WHO IS an Asian? What Americans can call themselves Hispanic? Who has the right to call himself disadvantaged? An affirmative-action brouhaha being played out in San Francisco's Fire Department prompts a broader rethinking of this problematic approach to racial justice.
Some of what's being reported is pure ethnic fraud -- white firemen calling themselves black, a Portuguese-American trying to slip by as Asian. More troubling, there's also a new ethnic vigilantism. Certified Hispanics discover themselves relabeled as white and left off fire-department promotion lists. A black woman's ethnicity is questioned because she's light-skinned.
This sudden interest in roots, real and phony, has a simple enough explanation: Jobs are at stake. The temptation to lie outright about one's past has to be great when careers are made to turn, not on personal competence but on ethnic identity. If that's how the game is played, the cynics say, we'll bend the rules.
Factionalism, both between and among racial and ethnic groups, becomes almost inevitable when the fact of being Hispanic or black or Asian means better treatment. That's one reason why, until the mid-1960s, promoting civil rights meant not inquiring whether someone was black or Moslem or Vietnamese.
In San Francisco, the trouble began three years ago when the Fire Department settled a discrimination suit. The department agreed that minorities would receive preferences in hiring and promotion, a common enough way of trying to right past wrongs.
Last year, three self-described Hispanics outscored Capt. Peter Roybal on a civil-service test for promotion. Mr. Roybal, a Mexican-American who needed an affirmative-action nudge to get his promotion, reported them to the Civil Service Commission as fake Hispanics.
From the evidence at hand, one of the three seems to be a phony: A birth certificate identified him as Italian, not Hispanic. But the case against the other two falls into the ethnic-vigilantism category. Although they are certifiably half-Spanish, that doesn't satisfy Mr. Roybal and his colleagues.
Being Spanish isn't really being Hispanic, Mr. Roybal insists. ''I don't know what [Spanish] culture is, other than what I read in National Geographic. They live a totally white life.''
Because these two men haven't segregated themselves, the argument goes, because they've chosen life in the mainstream, because they don't speak Spanish at home -- because they've lived out the classic immigrants' assimilation story -- they don't deserve help.
Now a group of Hispanic fire fighters has gone a step further: They demand the creation of an ethnic-purity panel, composed of a dozen Latinos, to determine who should be entitled those preferences.
Deciding the politically correct way someone must relate to his culture is deeply troubling business. The witch-hunts these fire-fighters engage in -- insisting that everyone's ethnicity be posted, digging up colleagues' birth certificates -- recall the tactics of McCarthyism. There's more unhappy history to recall: a fundamental evil of both Nazism and apartheid is that these regimes also depended on judgments about social ''purity.'' They made people's fates rest on whether they were Jewish or homosexuals or Gypsies, black or colored or white.

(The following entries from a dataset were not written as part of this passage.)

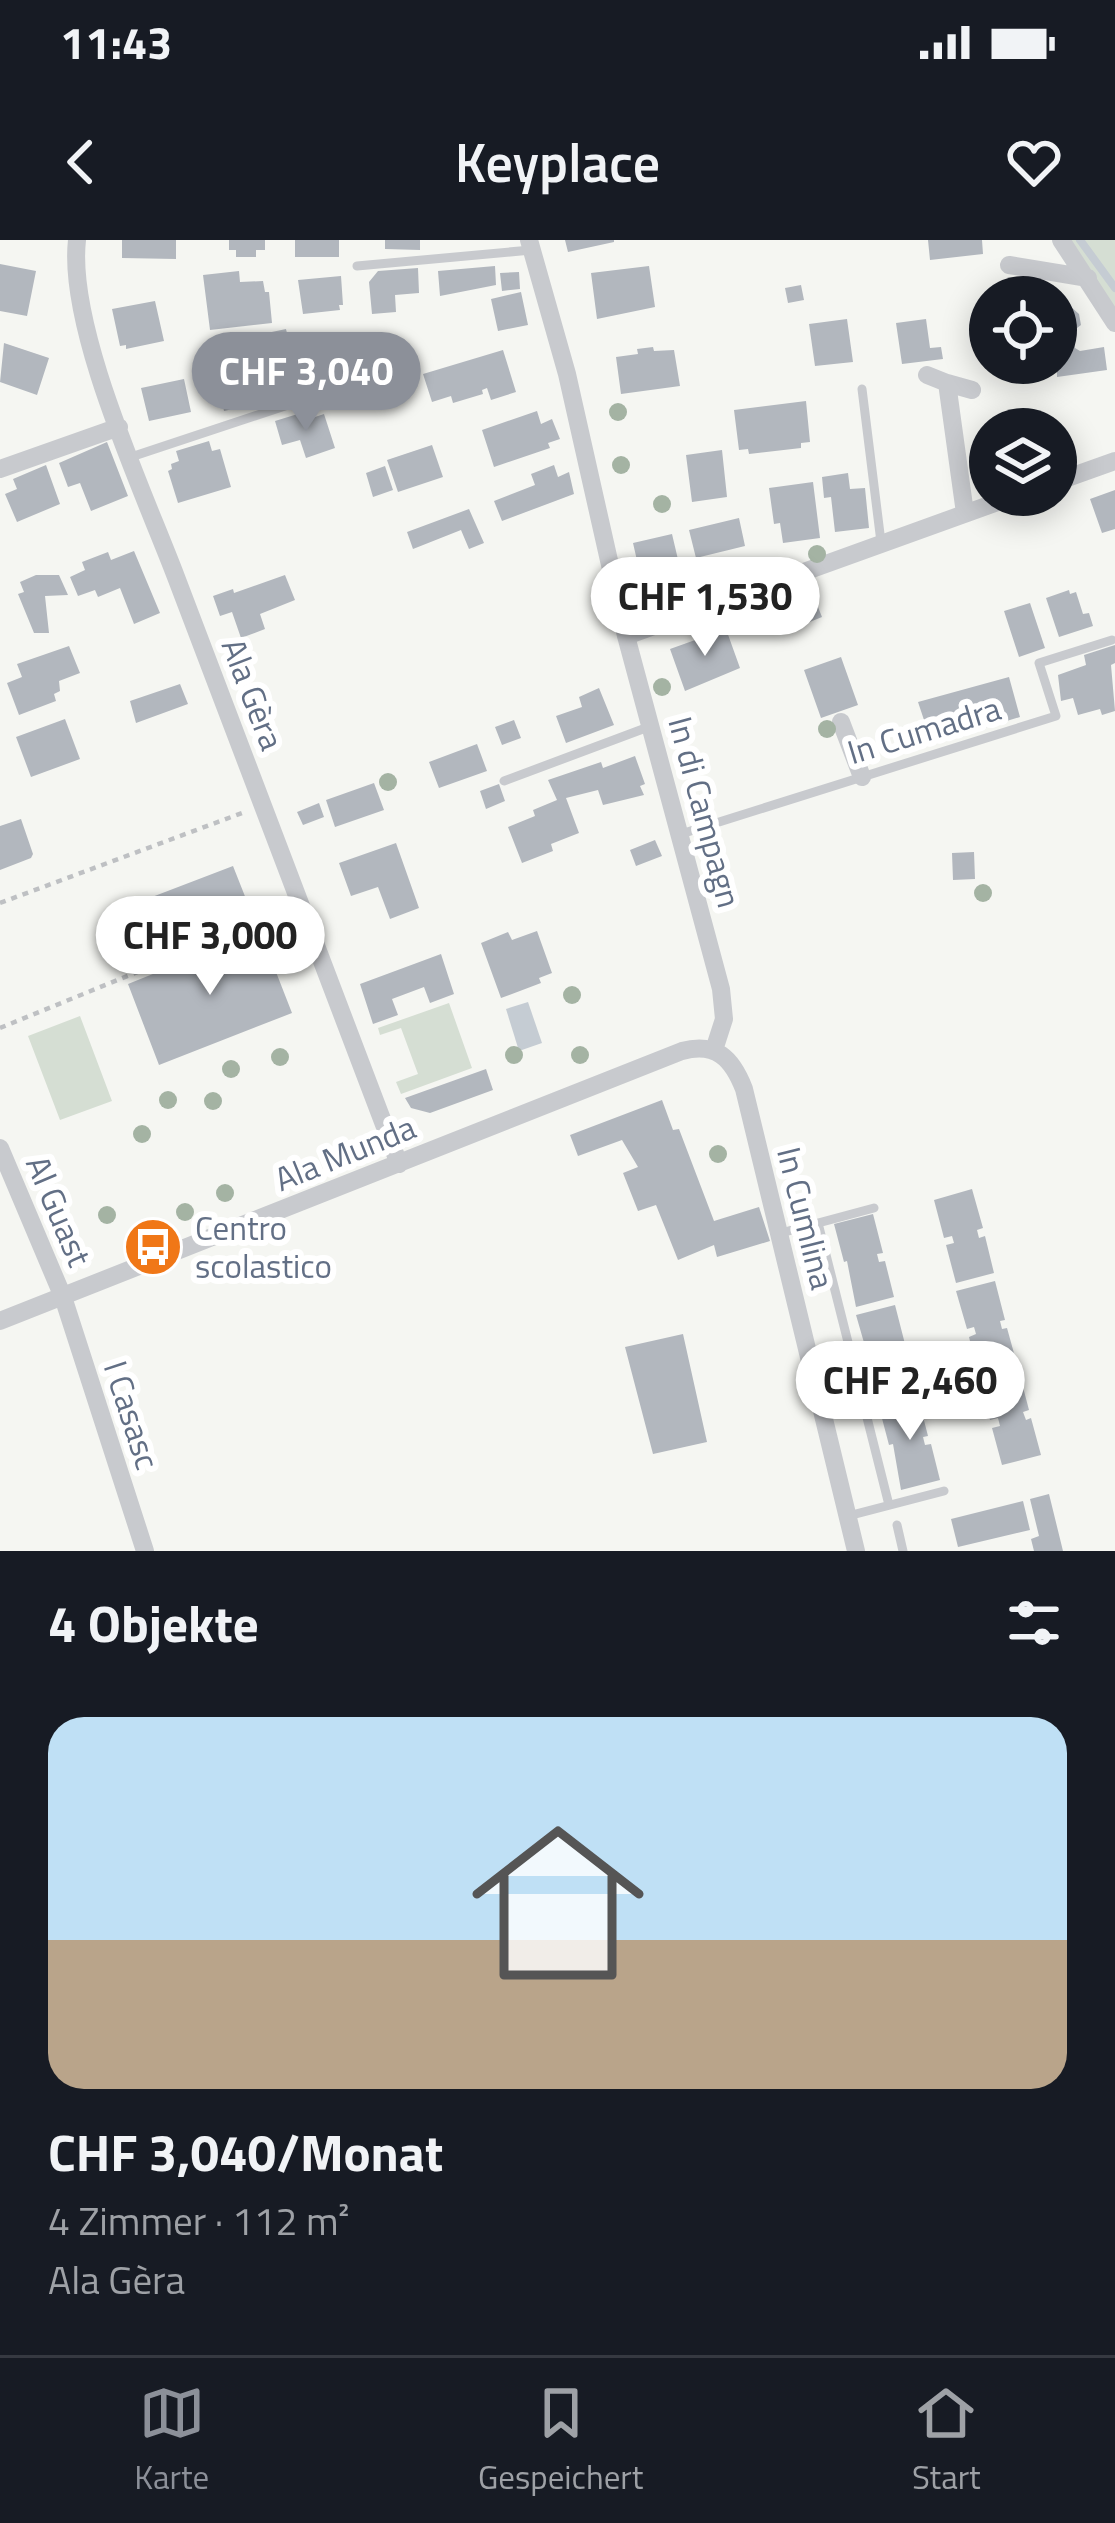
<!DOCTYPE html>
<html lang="de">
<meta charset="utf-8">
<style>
:root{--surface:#171b24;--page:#242831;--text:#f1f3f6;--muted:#9ea1a6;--line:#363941;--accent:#8c9099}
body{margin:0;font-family:"Titillium Web",sans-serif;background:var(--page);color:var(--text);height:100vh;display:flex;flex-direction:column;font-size:45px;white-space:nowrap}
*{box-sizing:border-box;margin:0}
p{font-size:39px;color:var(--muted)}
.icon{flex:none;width:66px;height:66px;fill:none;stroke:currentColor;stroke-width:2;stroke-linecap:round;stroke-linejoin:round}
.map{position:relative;height:1311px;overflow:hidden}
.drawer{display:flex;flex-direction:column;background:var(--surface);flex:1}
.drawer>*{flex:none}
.tools{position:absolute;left:969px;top:36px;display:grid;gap:24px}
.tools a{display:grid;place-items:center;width:108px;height:108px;border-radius:50%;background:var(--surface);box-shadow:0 6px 30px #0003;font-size:60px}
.price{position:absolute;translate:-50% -102px;padding:0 27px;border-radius:42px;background:#fff;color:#222;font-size:39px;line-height:78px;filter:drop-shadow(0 3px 6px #0008)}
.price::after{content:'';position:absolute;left:50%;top:72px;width:36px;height:27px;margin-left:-18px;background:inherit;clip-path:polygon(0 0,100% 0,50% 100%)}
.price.on{background:var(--accent);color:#fff}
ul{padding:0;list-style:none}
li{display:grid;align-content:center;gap:24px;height:636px;padding:0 48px}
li+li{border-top:3px solid var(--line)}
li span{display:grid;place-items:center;height:372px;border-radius:36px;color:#555}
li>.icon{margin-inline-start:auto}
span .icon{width:216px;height:216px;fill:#fffc;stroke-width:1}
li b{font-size:51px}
h2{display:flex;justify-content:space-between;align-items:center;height:144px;padding:0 48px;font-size:51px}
.status{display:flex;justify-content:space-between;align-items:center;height:84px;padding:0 60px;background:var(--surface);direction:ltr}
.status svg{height:33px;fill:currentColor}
header{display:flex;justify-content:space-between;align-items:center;height:156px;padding:0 48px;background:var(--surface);font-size:54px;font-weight:600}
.menu{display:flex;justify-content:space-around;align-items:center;height:168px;border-top:3px solid var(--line);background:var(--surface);font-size:33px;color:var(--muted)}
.menu a{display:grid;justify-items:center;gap:6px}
.menu .on{color:var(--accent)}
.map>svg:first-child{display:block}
</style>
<div class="status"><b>11:43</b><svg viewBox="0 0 49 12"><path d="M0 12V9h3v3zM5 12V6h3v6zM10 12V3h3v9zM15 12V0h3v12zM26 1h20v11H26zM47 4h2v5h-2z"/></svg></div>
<header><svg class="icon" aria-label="back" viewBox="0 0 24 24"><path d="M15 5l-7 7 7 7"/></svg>Keyplace<svg class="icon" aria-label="heart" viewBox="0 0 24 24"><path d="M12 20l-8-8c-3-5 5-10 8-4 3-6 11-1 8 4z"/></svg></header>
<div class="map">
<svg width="1115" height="1311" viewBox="0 0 1115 1311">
<rect width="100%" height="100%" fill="#f5f6f2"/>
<!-- green -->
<path fill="#d5ded3" d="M1061 0H1115V83Z
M449 763 472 828 401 854 396 842 418 834 401 788 380 795 378 788Z
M80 776 112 861 60 880 28 796Z"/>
<!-- water -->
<path fill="#c5ccd3" d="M528 762 542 803 519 811 506 769Z"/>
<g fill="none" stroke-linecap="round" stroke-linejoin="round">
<!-- stream -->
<path stroke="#c5ccd3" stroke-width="8" d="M1080 0 1115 48"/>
</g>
<!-- building -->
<path fill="#b2b7be" d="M122 0H176V19L122 18Z
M229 0H265V10H256V17H236V10H229Z
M295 0H339V17H295Z
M385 0H420V10L385 9Z
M565 0H614V2L568 12Z
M928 0H982L983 14 930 20Z
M0 24 36 31 27 76 0 71Z
M495 26 496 45 440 56 438 31Z
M649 26 655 67 597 79 591 33Z
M418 28 419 53 395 55 396 72 372 74 369 42 378 31Z
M239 31 240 42 263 41 265 52H269L272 83 210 90 203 35Z
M519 32 520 49 502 51 500 33Z
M341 36 343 65H339L340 70 303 74 298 40Z
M801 45 804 60 788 63 785 48Z
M521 52 528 85 498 91 491 59Z
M155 61 164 101 126 109V105L120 106 112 69Z
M1071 67 1079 74 1081 85 1073 91 1075 108 1080 111 1104 107 1107 130 1057 137 1056 69Z
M847 79 853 122 815 126 809 84Z
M926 79 930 108 941 107 943 119 902 124 896 83Z
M286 89 292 114 255 122 252 112 263 110 261 101 269 100 267 93Z
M356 97 362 123 357 124 359 133 326 141 324 132 307 153 280 131 297 111Z
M4 103 49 118 37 155 0 142Z
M653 107 654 111 674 110 680 146 621 154 616 117 638 114 637 109Z
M503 110 516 152 491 160 487 148 482 150 483 154 453 163 451 156 432 162 423 134Z
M249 124 258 163 224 171 221 155 211 157 206 136Z
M184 139 191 172 149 181 141 148Z
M806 161 810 202 801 203V208L749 214 748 209 739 210 734 170Z
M537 171 541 184 552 179 560 199 548 203 550 208 494 227 482 190Z
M301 173 303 181 324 174 335 208 306 218 300 200 282 205 275 181Z
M209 201 212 211 220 209 231 247 178 263 168 231 172 229 171 224 179 221 176 211Z
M107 202 128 256 91 271 80 243 68 247 59 223Z
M432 205 443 237 398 252 387 220Z
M722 210 727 257 692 262 686 215Z
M46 225 60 264 17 282 5 254 17 249 13 239Z
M554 225 558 237 569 232 574 254 502 281 494 261 535 245 531 234Z
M385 226 393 250 373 257 366 233Z
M848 233 850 249 865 248 869 288 835 292 831 257 824 258 822 237Z
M813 242 820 298 783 303 780 283 774 284 769 248Z
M1115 250V289L1102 293 1090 259Z
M469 269 484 303 469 309 461 290 413 309 407 292Z
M739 278 745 306 696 318 689 290Z
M672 294 680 328 641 338 633 303Z
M134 311 160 373 134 384 120 348 98 357 95 350 78 356 70 337 85 330 82 322 108 312 111 320Z
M36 335H59L68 355 45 356 49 393H34L18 354 24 352 20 342Z
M285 335 295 360 260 374 265 389 241 398 232 372 220 376 213 356 233 349 234 353Z
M1069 350 1070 354 1076 352 1083 374 1089 373 1093 386 1059 397 1046 358Z
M814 357 822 377 790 390 782 370Z
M1030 363 1045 408 1019 417 1004 371Z
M726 389 740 428 685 451 670 409Z
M1115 405V423L1111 425 1115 471 1102 475 1100 469 1078 475 1073 458 1061 461 1058 435 1086 425 1084 415Z
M69 406 80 433 59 441 60 451 54 454 56 461 19 475 7 443 22 437 17 424Z
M841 417 858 465 821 478 804 430Z
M1009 437 1020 477 932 504 918 462Z
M180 444 188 464 136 483 130 461Z
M599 448 614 485 566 503 556 476 582 467 579 457Z
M65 479 80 519 31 537 16 497Z
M514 480 521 498 502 505 495 487Z
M477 504 487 531 439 548 429 522Z
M635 516 645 544 640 546 644 555 603 565 598 550 566 558 579 593 551 604 553 611 522 623 508 587 535 576 533 570 557 560 548 540 601 522 603 528Z
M374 543 384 570 335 587 326 560Z
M499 544 505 561 486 569 480 551Z
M319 563 324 577 303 585 297 572Z
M21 579 33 614 31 618 0 630V586Z
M655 600 662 616 636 626 630 610Z
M396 603 419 668 390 679 378 647 351 656 339 623Z
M974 612 975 639 953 640 952 613Z
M233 626 250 669 169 700 152 657Z
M260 691 292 773 159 825 128 744Z
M537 691 552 733 539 738 541 743 501 758 481 703 508 692 512 700Z
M441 714 454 754 430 763 424 747 392 759 398 775 373 784 360 744Z
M486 829 493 850 430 873 411 868 405 858Z
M662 860 673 890 679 889 714 981 759 967 770 1001 717 1017 714 1005 678 1020 656 965 638 971 623 933 638 927 622 900 578 916 570 895Z
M972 949 983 988 977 990 979 998 985 996 994 1033 956 1043 946 1005 954 1003 952 996 944 998 934 960Z
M873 974 883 1013 877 1014 879 1022 885 1021 894 1057 856 1067 847 1021 844 1022 834 984Z
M995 1041 1005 1080 1000 1081 1002 1089 1007 1088 1017 1124 978 1134 969 1097 976 1094 974 1087 967 1089 956 1051Z
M895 1065 905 1104 900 1105 902 1113 908 1112 917 1148 878 1158 870 1112 867 1113 856 1075Z
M683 1094 707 1202 653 1214 625 1107Z
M1019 1132 1029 1170 1023 1172 1026 1180 1031 1178 1041 1215 1002 1225 992 1188 1000 1186 998 1178 990 1180 980 1142Z
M918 1157 928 1196 923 1197 925 1205 931 1204 940 1240 901 1250 893 1204 889 1205 879 1167Z
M1049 1254 1063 1311H1034L1031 1299 1039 1296 1030 1259Z
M1023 1261 1030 1290 958 1307 951 1279Z"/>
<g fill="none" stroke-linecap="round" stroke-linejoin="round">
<!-- path -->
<path stroke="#bec0c3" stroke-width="4.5" stroke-dasharray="6 6" stroke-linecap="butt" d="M0 663 242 573
M0 788 147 728"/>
<!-- lane -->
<path stroke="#c8cace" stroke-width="9" d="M357 26 531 10
M862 149 881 302
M131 217 300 161
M504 541 651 486
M681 594 1056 476 1039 423 1112 400
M818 983 889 1265
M781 993 874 968
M848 1276 944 1251
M897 1285 903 1311"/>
<!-- street -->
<path stroke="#c8cace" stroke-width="18" d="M77 0C67 88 143 250 176 337 251 533 324 729 399 924
M529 0 567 134 626 396 721 749 724 779 714 810
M1061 0 1115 83
M1009 25 1088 38
M927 135 947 143 965 273
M947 143 972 150
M0 229 119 187
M1056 242 1115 221
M626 396 1017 255
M841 482 862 537
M0 908 63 1057 145 1311
M0 1081 682 811C716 802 732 818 744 849L856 1311"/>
</g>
<!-- trees -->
<g fill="#a4b3a3">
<circle cx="618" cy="172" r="9"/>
<circle cx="621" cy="225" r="9"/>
<circle cx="662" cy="264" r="9"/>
<circle cx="817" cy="314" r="9"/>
<circle cx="766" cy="368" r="9"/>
<circle cx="662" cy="447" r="9"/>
<circle cx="827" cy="489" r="9"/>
<circle cx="388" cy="542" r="9"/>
<circle cx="983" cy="653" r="9"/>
<circle cx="572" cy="755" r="9"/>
<circle cx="514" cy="815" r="9"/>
<circle cx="580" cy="815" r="9"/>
<circle cx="280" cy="817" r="9"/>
<circle cx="231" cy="829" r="9"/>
<circle cx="168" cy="860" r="9"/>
<circle cx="213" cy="861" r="9"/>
<circle cx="142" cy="894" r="9"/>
<circle cx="718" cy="914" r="9"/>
<circle cx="225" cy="953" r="9"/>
<circle cx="185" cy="972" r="9"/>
<circle cx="107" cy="975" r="9"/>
</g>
<!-- icons -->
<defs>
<g id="bus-disc" transform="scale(3)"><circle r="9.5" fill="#f07717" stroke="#fff"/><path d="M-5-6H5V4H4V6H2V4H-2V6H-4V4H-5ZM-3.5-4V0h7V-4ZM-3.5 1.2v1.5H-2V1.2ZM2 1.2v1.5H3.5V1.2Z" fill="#fff"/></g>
</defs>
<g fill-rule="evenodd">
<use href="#bus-disc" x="153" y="1007"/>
</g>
<g text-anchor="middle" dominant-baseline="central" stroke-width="12" stroke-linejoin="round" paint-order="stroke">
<!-- street labels -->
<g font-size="33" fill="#626f85" stroke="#fff">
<text transform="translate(253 454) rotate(69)">Ala Gèra</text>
<text transform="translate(924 490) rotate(-17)">In Cumadra</text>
<text transform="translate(705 572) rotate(75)">In di Campagn</text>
<text transform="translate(345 913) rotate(-22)">Ala Munda</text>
<text transform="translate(59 971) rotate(67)">Al Guast</text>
<text transform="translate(806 978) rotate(76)">In Cumlina</text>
<text transform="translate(132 1175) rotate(72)">I Casasc</text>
</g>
<!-- poi labels -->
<g font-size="33" fill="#626f85" stroke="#fff" text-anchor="start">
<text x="195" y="988">Centro<tspan x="195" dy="38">scolastico</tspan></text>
</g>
</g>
</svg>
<div class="tools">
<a><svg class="icon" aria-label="locate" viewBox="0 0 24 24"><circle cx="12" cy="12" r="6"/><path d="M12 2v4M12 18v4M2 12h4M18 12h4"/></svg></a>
<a><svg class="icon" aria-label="layers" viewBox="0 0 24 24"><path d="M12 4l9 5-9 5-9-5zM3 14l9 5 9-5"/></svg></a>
</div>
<b class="price on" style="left:306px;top:194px">CHF 3,040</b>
<b class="price" style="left:705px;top:419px">CHF 1,530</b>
<b class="price" style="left:210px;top:758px">CHF 3,000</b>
<b class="price" style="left:910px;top:1203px">CHF 2,460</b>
</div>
<section class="drawer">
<h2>4 Objekte<svg class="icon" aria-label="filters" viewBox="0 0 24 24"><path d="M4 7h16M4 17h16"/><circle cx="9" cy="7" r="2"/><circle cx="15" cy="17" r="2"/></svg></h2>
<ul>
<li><span style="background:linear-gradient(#bfe0f5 60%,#b9a48a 0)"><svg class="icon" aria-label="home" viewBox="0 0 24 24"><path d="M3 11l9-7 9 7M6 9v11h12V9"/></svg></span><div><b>CHF 3,040/Monat</b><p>4 Zimmer · 112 m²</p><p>Ala Gèra</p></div></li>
</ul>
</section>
<nav class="menu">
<a class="on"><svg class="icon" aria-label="map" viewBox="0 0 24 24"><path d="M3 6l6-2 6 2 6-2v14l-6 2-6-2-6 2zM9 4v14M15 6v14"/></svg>Karte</a>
<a><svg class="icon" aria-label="saved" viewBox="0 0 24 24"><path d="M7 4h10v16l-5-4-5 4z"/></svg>Gespeichert</a>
<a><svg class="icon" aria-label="home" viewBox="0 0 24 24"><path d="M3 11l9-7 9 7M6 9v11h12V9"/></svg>Start</a>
</nav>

Both regimes had their versions of ethnic-purity panels -- and so did Dixie states, back when Jim Crow laws were in effect. A century ago, when a man named Plessy was turned away from a ''white'' railway car in Louisiana because of race, he challenged the infamous regime of ''separate but equal.'' Plessy's initial argument was that, because he was only one-eighth black, he really belonged to the whites' railway car.
There are, of course, good reasons for the kind of deal the San Francisco Fire Department struck for settling its discrimination case -- reasons for singling out and helping those who have been denied jobs in the past. Moreover, categories like race and ethnicity are often the only way to decide who needs that help.
But, as the current squabbling shows, affirmative action is hardly costless. The underlying problem is how to accomplish its goals while minimizing the hypocrisy as well as the racial and ethnic strife.
Whenever preferences are being awarded, whether to decide on university admissions or TV station licenses or job promotions, questions of the ''ethnic purity'' variety seem inevitably to arise. At the University of California, where I teach, discussions about would-be hires sometimes go like this: Does a Korean ''count'' as an Asian, and do Asians ''count'' for affirmative-action purposes? Does the black son of a well-to-do lawyer count the same, for affirmative-action purposes, as the black son of a laborer?
The only really novel element in the proposal by San Francisco's Hispanic fire-fighters is its up-front-ness. It's a reminder that the old civil-rights fighters were right -- that in the long run, we're better off with a genuinely color-blind society than one that approves stereotypes of ethnic purity. Meanwhile, we're better off suffering with a few fake Hispanics than inventing ways to determine other people's roots.
OC Mr. Kirp teaches public policy at the University of California.